Die ganze Sache sollte eine Überraschung sein –
und es war wirklich eine Überraschung:
Sie holten uns aus dem Bett. […]
Uns wurden ungefähr 20 Minuten zugestanden,
um einen kleinen Koffer zu packen.“

Das hat Max Engelhard in einem Interview im Jahr 1996 gesagt.
Er hat dabei über den Morgen des 28. Oktober 1938 berichtet.
Also über eine Ereignis, das fast 60 Jahre vorher passiert ist.
An diesem Tag wurden er und sein Vater Leib Engelhard
von der Polizei verhaftet und nach Polen abgeschoben.
Das bedeutet:
Max Engelhard und sein Vater wurden gegen ihren Willen
an die deutsch-polnische Grenze transportiert
und mussten von dort aus nach Polen wandern.

Max Engelhard und sein Vater waren Juden und lebten in Berlin.
Aber sie waren polnische Staats-Angehörige.
So wie sie wurden am 28. und 29. Oktober 1938
viele Jüdinnen und Juden abtransportiert:

  • In Berlin waren das ungefähr 1.500 Menschen.
  • Im ganzen Deutschen Reich waren es ungefähr 17.000 Menschen.

Warum wurden die Jüdinnen und Juden abtransportiert?
Die Nationalsozialisten mit Adolf Hitler wollten nicht,
dass in Deutschland Jüdinnen und Juden leben.
Außerdem gab es in Polen gerade ein neues Gesetz:
Die polnische Regierung wollte ab dem 30. Oktober 1938
die Grenze schließen für polnische Staats-Angehörige,
die 5 Jahre oder länger nicht in Polen gelebt hatten.

Aus diesem Grund wollten die Nationalsozialisten
vor dem 30. Oktober möglichst viele polnische Jüdinnen und Juden
nach Polen abschieben.
Dafür führten sie die sogenannte Polen-Aktion durch.

Die meisten Jüdinnen und Juden kamen damals
in der polnischen Kleinstadt Zbaszyn an.
Das spricht man so aus: Dzbondschin.
Dort mussten sie ungefähr 10 Monate in Not-Unterkünften leben.
Ein paar von ihnen durften dann nochmal nach Deutschland,
damit sie ihr Eigentum verkaufen konnten.
Aber die meisten fuhren zu Verwandten
in anderen polnischen Orten.
Andere Jüdinnen und Juden schafften es,
sich zu retten und in andere Länder zu reisen.

Im September 1939 fingen die Nationalsozialisten
den 2. Welt-Krieg an.
Polen wurde damals von deutsche Soldaten überfallen.
In den folgenden Jahren nahmen die Nationalsozialisten
viele polnische Jüdinnen und Juden fest
und transportierten sie in Lager.
Dort ermordeten sie die Jüdinnen und Juden.

Das passierte auch mit den Eltern von Max Engelhard:
Die Nationalsozialisten ermordeten Leib und Sofia Engelhard
in verschiedenen Konzentrations-Lagern.
Ihr Sohn Max Engelhard wurde gerettet mit einem Kinder-Transport
nach England.

Die Ausstellung „Ausgewiesen!
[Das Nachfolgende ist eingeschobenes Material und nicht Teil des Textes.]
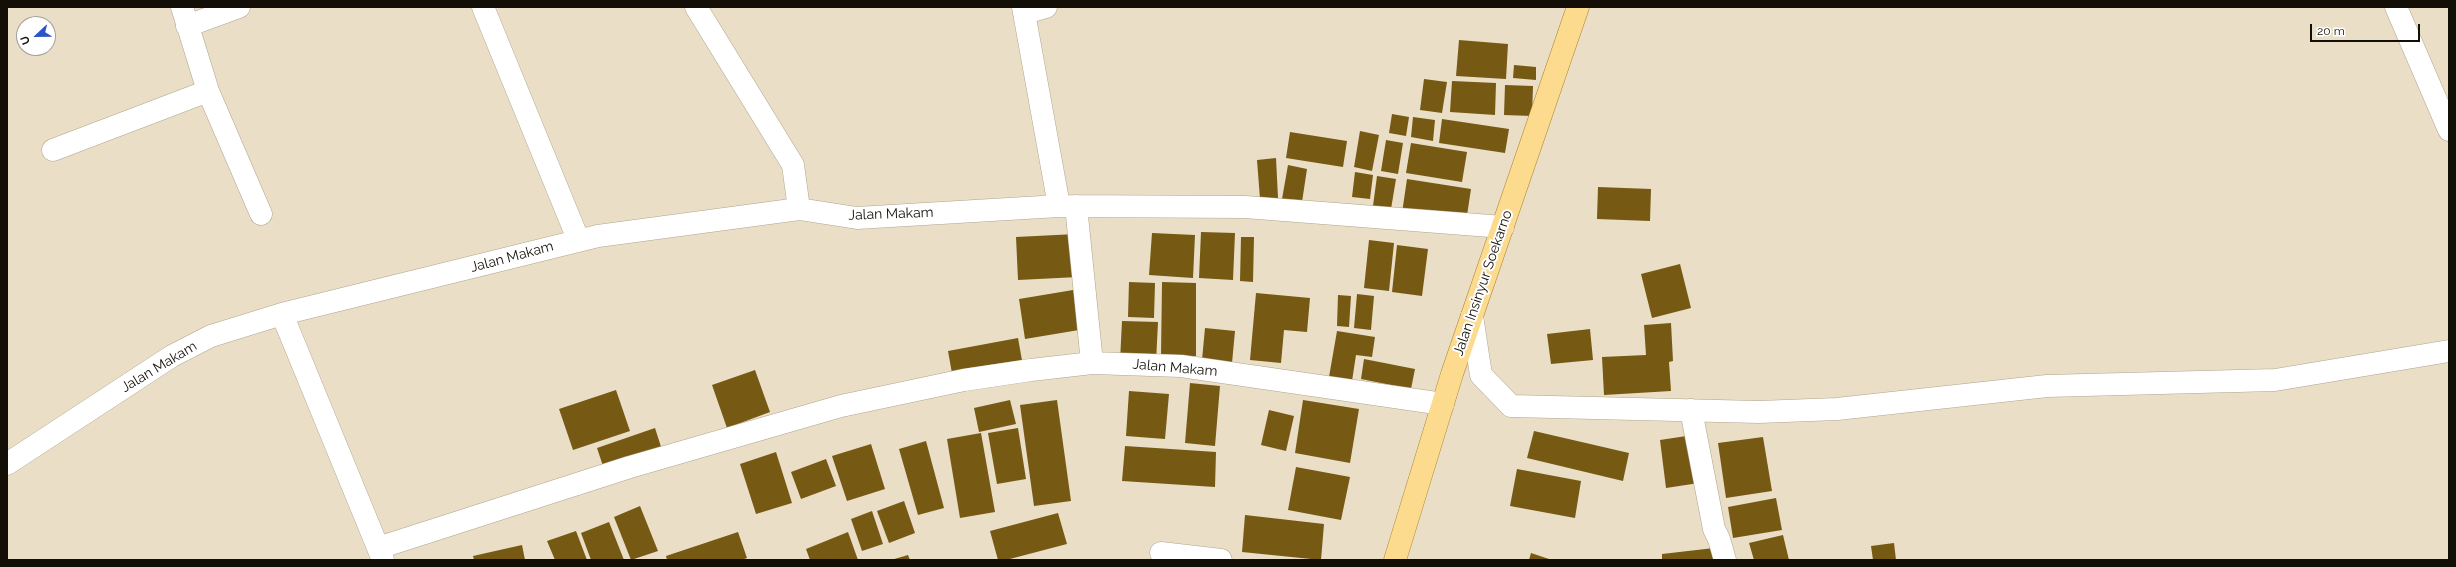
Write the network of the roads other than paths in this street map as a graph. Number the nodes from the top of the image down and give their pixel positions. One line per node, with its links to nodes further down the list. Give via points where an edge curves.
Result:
1 (239, 7): 8 (street)
2 (483, 7): 16 (street)
3 (696, 7): 13 (street, via 793,165)
4 (1046, 7): 7 (street)
5 (1578, 7): 15 (main road, Jalan Insinyur Soekarno)
6 (2396, 7): 10 (street)
7 (1024, 10): 12 (street)
8 (184, 17): 9 (street)
9 (208, 91): 11 (street); 14 (street)
10 (2449, 130)
11 (53, 150)
12 (1068, 206): 13 (street, Jalan Makam, via 858,218); 15 (street, Jalan Makam, via 1245,207); 20 (street)
13 (799, 210): 16 (street, Jalan Makam)
14 (260, 214)
15 (1503, 227): 18 (main road, Jalan Insinyur Soekarno)
16 (578, 239): 17 (street, Jalan Makam)
17 (282, 314): 23 (street, Jalan Makam, via 211,336 172,356); 25 (street)
18 (1472, 316): 21 (main road, Jalan Insinyur Soekarno); 22 (street, via 1481,375 1512,406)
19 (2449, 352): 22 (street, via 2275,380 2047,386 1837,409 1758,412)
20 (1092, 363): 21 (street, Jalan Makam, via 1181,366); 25 (street, Jalan Makam, via 964,380 841,406 630,467)
21 (1443, 404): 27 (main road, Jalan Insinyur Soekarno)
22 (1691, 410): 28 (street, via 1714,529)
23 (7, 464)
24 (1161, 553): 26 (street)
25 (380, 554)
26 (1221, 560)
27 (1395, 560)
28 (1725, 560)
Berlin, 28. Oktober 1938“
zeigt die Lebens-Geschichte von 6 jüdischen Familien aus Berlin.
Man erfährt,

  • wie diese Familien vor der Polen-Aktion lebten,
  • wie die meisten Familien-Mitglieder durch die Polen-Aktion
    für immer voneinander getrennt wurden,
  • was aus den einzelnen Familien-Mitgliedern
    nach der Polen-Aktion geworden ist.

Die Ausstellung zeigt Dokumente der Verfolgung und Ermordung
sowie private Familien-Fotos.
Auf diesen Familien-Fotos sieht man auch,
wie die Familien vor der Polen-Aktion in Berlin gelebt haben.
Damit wird klar: die Polen-Aktion gehört auch zur Geschichte der Stadt Berlin.

Studentinnen und Studenten von verschiedenen Berliner Universitäten
haben für diese Ausstellung Informationen gesammelt
über die Lebens-Geschichte der 6 jüdischen Familien.
Sie haben die Informationen für die Ausstellung ausgewählt und geordnet.

Die Ausstellung findet von Juli bis Dezember des Jahres 2018 statt
in der Stiftung Neue Synagoge Berlin, Centrum Judaicum.